Paquirrín, o el nuevo Prometeo

Leporino García

Pongamos que Mary Shelley hubiera vivido en nuestro tiempo. Pongamos que en lugar de recluirse en aquel castillo victoriano junto a Byron y sus amigos lo hubiera hecho en un piso del barrio sevillano de Triana. En tal supuesto, estoy seguro de que, en lugar de un personaje como Frankenstein, hubiera alumbrado una figura tan inquietante, triste y digna de compasión como Paquirrín. Y no estoy hablando del físico. Hablo de su condición de monstruo mediático, de engendro fabricado por las manos humanas con fines espurios que al final acaba volviéndose contra sus creadores. Shelley concibió al nuevo prometeo. Nuestro vertedero televisivo ha creado al prometeo mediático. Quico, Paquirrín, el Hijo de la Pantoja, todas son formas diferentes de aludir a un mismo icono: la personificación del daño que provocan los objetivos, los peligros de una vida moldeada por las cámaras. Las declaraciones de este fin de semana en el programa “Salsa Rosa” me recordaban los estertores del monstruo que perseguía al doctor Frankenstein por el Polo. Y aunque un asunto como éste resulta difícilmente abordable si no es desde la frivolidad, me parece que en realidad esconde un drama bastante serio.

Recuerdo que yo era muy pequeño cuando las cámaras ya seguían a aquel niño por las calles de Los Remedios.
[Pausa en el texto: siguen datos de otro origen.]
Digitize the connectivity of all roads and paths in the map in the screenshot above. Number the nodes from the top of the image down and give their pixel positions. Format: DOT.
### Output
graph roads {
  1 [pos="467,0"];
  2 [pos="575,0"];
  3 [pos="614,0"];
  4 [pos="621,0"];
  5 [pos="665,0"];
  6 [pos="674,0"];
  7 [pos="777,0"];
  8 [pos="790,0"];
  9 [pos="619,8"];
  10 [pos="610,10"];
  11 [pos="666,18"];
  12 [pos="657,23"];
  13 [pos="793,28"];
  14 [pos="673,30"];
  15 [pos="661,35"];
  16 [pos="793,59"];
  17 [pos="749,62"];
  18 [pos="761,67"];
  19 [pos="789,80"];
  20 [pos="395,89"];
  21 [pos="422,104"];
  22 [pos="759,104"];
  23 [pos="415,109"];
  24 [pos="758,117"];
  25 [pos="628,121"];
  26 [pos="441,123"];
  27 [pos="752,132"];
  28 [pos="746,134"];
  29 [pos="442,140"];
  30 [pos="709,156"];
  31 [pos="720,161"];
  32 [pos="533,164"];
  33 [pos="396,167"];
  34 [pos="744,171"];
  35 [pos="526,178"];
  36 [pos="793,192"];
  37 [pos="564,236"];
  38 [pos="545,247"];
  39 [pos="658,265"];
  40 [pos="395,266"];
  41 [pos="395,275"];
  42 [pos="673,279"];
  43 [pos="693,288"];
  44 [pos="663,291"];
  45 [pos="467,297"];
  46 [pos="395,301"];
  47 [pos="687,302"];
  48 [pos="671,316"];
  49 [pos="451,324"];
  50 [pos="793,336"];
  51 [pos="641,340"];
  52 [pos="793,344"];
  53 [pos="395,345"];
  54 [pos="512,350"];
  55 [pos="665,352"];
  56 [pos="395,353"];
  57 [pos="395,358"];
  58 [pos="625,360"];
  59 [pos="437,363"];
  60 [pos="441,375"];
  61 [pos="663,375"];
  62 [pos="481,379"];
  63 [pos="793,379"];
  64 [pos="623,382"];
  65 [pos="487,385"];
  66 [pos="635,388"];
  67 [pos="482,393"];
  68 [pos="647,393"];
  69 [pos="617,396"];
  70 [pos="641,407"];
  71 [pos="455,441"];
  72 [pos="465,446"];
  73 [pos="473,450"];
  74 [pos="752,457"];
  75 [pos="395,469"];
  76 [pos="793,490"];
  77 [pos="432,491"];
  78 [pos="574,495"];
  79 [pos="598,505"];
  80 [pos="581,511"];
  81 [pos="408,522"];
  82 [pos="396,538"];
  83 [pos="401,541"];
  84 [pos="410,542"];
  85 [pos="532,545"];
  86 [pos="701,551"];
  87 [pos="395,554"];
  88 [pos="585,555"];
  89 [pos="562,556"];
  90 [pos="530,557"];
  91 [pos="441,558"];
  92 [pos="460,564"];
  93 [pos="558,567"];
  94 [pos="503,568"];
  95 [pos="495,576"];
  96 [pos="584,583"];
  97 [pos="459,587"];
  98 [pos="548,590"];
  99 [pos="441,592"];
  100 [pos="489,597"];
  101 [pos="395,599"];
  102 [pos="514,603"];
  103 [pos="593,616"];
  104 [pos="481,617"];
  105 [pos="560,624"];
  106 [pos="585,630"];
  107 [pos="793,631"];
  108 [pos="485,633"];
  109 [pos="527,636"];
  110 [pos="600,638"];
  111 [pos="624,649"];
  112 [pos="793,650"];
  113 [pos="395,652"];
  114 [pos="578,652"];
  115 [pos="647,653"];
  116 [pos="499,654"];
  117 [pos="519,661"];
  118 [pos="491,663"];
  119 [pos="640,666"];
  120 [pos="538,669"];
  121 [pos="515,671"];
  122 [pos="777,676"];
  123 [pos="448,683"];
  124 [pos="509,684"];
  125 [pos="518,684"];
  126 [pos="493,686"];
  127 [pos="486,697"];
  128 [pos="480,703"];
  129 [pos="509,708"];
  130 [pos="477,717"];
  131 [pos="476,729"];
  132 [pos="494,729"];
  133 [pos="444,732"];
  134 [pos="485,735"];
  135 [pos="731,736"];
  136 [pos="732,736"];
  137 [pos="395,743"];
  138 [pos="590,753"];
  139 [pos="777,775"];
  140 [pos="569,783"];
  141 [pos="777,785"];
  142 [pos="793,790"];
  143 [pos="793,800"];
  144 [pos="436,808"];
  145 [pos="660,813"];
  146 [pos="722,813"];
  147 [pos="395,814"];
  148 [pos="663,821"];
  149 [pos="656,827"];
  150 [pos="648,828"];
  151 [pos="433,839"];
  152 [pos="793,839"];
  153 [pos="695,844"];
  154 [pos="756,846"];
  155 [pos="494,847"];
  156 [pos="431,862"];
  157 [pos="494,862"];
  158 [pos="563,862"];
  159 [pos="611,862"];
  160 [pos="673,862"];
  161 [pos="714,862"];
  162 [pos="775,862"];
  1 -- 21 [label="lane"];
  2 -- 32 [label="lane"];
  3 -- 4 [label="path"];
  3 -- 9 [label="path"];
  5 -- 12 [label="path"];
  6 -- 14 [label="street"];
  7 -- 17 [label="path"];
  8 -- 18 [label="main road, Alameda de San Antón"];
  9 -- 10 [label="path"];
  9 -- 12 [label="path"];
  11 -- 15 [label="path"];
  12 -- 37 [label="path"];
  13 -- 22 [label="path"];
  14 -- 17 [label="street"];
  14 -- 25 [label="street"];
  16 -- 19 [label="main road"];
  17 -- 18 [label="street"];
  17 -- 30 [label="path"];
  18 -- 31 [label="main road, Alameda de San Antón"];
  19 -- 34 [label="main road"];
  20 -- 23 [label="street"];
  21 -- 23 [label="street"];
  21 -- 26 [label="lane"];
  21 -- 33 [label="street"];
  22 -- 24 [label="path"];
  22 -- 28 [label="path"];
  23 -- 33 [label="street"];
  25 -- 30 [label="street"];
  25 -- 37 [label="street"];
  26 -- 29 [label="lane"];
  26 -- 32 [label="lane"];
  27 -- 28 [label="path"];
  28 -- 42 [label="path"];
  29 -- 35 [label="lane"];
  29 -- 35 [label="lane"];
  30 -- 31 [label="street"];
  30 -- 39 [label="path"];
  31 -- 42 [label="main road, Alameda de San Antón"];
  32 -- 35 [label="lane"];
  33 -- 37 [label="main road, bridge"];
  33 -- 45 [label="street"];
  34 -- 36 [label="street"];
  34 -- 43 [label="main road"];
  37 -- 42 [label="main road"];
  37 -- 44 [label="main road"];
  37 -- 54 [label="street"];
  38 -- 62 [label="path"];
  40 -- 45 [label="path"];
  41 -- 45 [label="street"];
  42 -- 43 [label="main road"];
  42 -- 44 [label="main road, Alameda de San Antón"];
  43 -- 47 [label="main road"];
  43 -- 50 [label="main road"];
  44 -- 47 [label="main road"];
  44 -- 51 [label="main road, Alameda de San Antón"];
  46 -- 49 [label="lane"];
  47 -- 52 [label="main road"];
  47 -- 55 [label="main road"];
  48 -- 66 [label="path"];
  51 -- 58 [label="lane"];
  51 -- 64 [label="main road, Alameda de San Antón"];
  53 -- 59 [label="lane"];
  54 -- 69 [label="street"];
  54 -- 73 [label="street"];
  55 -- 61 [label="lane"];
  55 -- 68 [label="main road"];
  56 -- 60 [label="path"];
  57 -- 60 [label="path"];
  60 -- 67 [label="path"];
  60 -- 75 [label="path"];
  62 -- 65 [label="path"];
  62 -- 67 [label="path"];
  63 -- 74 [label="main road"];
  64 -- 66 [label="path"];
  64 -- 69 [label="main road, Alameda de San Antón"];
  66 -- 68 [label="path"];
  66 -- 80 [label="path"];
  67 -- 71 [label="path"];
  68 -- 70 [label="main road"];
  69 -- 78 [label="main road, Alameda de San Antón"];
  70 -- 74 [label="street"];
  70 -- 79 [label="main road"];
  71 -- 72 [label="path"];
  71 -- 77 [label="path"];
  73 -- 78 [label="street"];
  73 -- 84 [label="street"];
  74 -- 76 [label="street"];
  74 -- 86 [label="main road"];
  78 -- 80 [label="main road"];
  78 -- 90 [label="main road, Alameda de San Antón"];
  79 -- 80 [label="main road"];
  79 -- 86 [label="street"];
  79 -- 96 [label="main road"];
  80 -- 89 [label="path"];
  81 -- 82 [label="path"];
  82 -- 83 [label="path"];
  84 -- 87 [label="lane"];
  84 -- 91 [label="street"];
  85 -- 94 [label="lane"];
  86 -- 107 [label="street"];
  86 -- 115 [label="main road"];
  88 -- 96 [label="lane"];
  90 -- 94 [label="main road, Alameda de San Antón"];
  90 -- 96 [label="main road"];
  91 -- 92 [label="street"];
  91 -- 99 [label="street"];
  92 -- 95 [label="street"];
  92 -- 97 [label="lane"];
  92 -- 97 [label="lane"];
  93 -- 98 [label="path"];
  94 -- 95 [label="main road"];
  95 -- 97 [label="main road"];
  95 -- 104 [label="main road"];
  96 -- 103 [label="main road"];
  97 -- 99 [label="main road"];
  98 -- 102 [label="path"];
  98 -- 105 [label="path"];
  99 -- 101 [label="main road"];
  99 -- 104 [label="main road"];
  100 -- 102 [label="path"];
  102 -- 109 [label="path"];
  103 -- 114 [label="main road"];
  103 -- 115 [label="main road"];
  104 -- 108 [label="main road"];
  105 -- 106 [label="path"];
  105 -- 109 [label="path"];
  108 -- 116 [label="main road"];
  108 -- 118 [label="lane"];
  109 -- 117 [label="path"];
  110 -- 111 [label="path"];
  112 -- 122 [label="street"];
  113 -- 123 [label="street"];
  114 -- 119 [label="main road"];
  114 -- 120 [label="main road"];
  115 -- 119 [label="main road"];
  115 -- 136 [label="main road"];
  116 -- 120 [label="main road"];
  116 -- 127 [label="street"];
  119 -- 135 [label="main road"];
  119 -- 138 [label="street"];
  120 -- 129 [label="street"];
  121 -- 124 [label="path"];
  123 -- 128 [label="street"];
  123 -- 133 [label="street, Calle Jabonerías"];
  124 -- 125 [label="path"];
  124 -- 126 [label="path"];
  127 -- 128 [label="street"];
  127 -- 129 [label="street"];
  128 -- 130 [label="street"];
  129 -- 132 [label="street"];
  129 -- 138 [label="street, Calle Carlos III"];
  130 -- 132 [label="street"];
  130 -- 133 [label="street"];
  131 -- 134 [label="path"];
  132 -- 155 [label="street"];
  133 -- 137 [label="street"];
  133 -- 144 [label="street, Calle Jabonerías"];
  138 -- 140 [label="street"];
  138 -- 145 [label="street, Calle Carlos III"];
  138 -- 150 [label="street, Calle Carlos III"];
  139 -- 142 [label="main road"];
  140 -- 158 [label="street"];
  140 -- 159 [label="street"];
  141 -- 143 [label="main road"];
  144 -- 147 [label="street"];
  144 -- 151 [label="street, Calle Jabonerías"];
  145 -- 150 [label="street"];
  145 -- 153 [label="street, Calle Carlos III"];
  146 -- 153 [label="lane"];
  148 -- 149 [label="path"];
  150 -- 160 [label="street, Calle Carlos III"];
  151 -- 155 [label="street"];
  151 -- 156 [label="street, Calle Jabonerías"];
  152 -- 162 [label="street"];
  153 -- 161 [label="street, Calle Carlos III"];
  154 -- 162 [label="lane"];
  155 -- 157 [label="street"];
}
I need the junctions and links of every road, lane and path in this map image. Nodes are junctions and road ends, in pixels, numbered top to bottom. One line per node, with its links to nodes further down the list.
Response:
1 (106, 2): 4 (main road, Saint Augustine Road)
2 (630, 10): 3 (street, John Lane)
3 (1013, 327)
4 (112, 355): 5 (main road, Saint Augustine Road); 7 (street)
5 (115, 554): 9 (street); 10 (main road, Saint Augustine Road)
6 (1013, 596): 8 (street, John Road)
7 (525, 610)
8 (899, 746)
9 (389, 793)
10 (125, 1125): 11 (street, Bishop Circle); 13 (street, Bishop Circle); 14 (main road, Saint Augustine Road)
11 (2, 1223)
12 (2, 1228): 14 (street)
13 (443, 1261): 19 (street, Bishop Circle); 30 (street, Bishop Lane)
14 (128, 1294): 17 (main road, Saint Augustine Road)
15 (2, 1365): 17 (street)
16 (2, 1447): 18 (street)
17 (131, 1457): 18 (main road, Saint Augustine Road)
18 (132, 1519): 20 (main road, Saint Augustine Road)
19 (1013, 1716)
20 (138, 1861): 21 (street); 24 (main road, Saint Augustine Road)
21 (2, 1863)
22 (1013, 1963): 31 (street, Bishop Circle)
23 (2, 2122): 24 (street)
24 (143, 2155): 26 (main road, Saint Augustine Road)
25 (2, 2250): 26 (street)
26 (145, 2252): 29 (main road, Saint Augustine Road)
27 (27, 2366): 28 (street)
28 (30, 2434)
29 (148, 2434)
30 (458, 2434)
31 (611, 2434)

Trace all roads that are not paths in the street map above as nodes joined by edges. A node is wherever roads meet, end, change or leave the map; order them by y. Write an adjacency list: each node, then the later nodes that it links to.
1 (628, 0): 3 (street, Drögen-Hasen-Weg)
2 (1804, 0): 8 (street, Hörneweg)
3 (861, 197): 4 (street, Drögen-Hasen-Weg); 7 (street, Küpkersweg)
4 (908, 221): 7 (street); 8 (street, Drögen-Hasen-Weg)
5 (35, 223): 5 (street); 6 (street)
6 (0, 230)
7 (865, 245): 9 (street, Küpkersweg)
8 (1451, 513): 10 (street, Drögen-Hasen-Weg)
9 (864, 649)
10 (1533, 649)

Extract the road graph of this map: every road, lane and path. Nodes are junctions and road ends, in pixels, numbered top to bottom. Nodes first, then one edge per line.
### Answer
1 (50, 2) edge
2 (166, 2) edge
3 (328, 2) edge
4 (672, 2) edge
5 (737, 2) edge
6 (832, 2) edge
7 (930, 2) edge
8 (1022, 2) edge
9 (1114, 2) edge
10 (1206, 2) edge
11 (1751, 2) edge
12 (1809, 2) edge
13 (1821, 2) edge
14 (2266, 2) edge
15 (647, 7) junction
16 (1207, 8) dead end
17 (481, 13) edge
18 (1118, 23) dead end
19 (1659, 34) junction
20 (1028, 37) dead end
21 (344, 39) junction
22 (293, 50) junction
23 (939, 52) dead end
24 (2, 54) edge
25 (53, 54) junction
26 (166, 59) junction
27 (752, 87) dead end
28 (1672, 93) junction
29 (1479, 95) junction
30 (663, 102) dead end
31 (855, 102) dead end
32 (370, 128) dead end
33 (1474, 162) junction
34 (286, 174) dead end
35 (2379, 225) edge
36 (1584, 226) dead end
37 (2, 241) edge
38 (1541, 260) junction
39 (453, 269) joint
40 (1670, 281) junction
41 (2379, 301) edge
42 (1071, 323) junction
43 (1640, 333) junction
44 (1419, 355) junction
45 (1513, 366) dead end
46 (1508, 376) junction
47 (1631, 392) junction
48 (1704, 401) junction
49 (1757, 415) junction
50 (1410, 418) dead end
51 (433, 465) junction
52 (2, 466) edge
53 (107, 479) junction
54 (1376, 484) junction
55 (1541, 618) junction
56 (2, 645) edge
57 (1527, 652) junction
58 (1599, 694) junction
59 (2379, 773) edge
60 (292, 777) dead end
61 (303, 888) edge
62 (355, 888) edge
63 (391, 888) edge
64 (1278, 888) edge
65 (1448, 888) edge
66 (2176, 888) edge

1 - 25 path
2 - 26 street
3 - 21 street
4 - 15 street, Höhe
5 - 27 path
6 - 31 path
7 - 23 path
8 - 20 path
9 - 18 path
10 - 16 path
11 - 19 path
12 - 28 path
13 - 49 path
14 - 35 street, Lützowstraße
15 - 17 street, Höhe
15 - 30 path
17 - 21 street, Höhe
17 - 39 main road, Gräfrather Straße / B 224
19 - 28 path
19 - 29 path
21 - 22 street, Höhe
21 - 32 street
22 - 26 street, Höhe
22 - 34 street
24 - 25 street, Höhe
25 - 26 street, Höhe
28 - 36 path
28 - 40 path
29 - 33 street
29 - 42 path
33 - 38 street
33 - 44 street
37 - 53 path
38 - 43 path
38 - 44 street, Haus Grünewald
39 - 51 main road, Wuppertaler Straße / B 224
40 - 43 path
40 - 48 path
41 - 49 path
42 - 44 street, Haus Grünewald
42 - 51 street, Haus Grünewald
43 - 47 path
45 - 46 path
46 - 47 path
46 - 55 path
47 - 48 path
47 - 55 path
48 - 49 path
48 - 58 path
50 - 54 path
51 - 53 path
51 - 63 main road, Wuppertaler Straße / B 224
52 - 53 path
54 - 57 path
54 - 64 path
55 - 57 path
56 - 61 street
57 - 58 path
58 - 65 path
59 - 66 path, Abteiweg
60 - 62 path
Su madre, la Pantoja, lo exhibía ante los medios como un triste trofeo y como evidencia dolorosa de su viudedad. El niño se recluía entre las piernas de sus mayores, y se le veía asustado ante la voracidad de los flashes. Cada uno de los movimientos de su madre, entregada a una existencia de plenitud mediática, eran también auscultados en la boca del niño. Los medios siguieron de cerca la aparente transformación de la viudedad dolorosa de la madre en una viudedad alegre y homosexual, que más tarde derivó en un carácter presuntamente ambicioso y, al decir de los medios, en una personalidad agresiva y egocéntrica. Por último, la Pantoja se ha transformado ahora en el símbolo del “trepismo”, gracias a su vinculación con Julián Muñoz, el continuador de Gil en el Imperio Marbella. Cada uno de los dolorosos episodios de su madre, el prometeo mediático los padeció como heridas contra su piel, heridas que a su vez iban forjando su condición de animal televisivo. Ahora Quico supera la veintena, y pacta con su creador: a cambio de dinero, ha vendido lo que le quedaba de intimidad a una televisión; él mismo se inmola en la plaza pública, se inflinge autolesiones que por otro lado le permitirán seguir sobreviviendo. Este vuelo kamikaze no augura buenos presagios. Confieso que el chaval me cae bien: espero no verlo perderse entre los fiordos del Polo.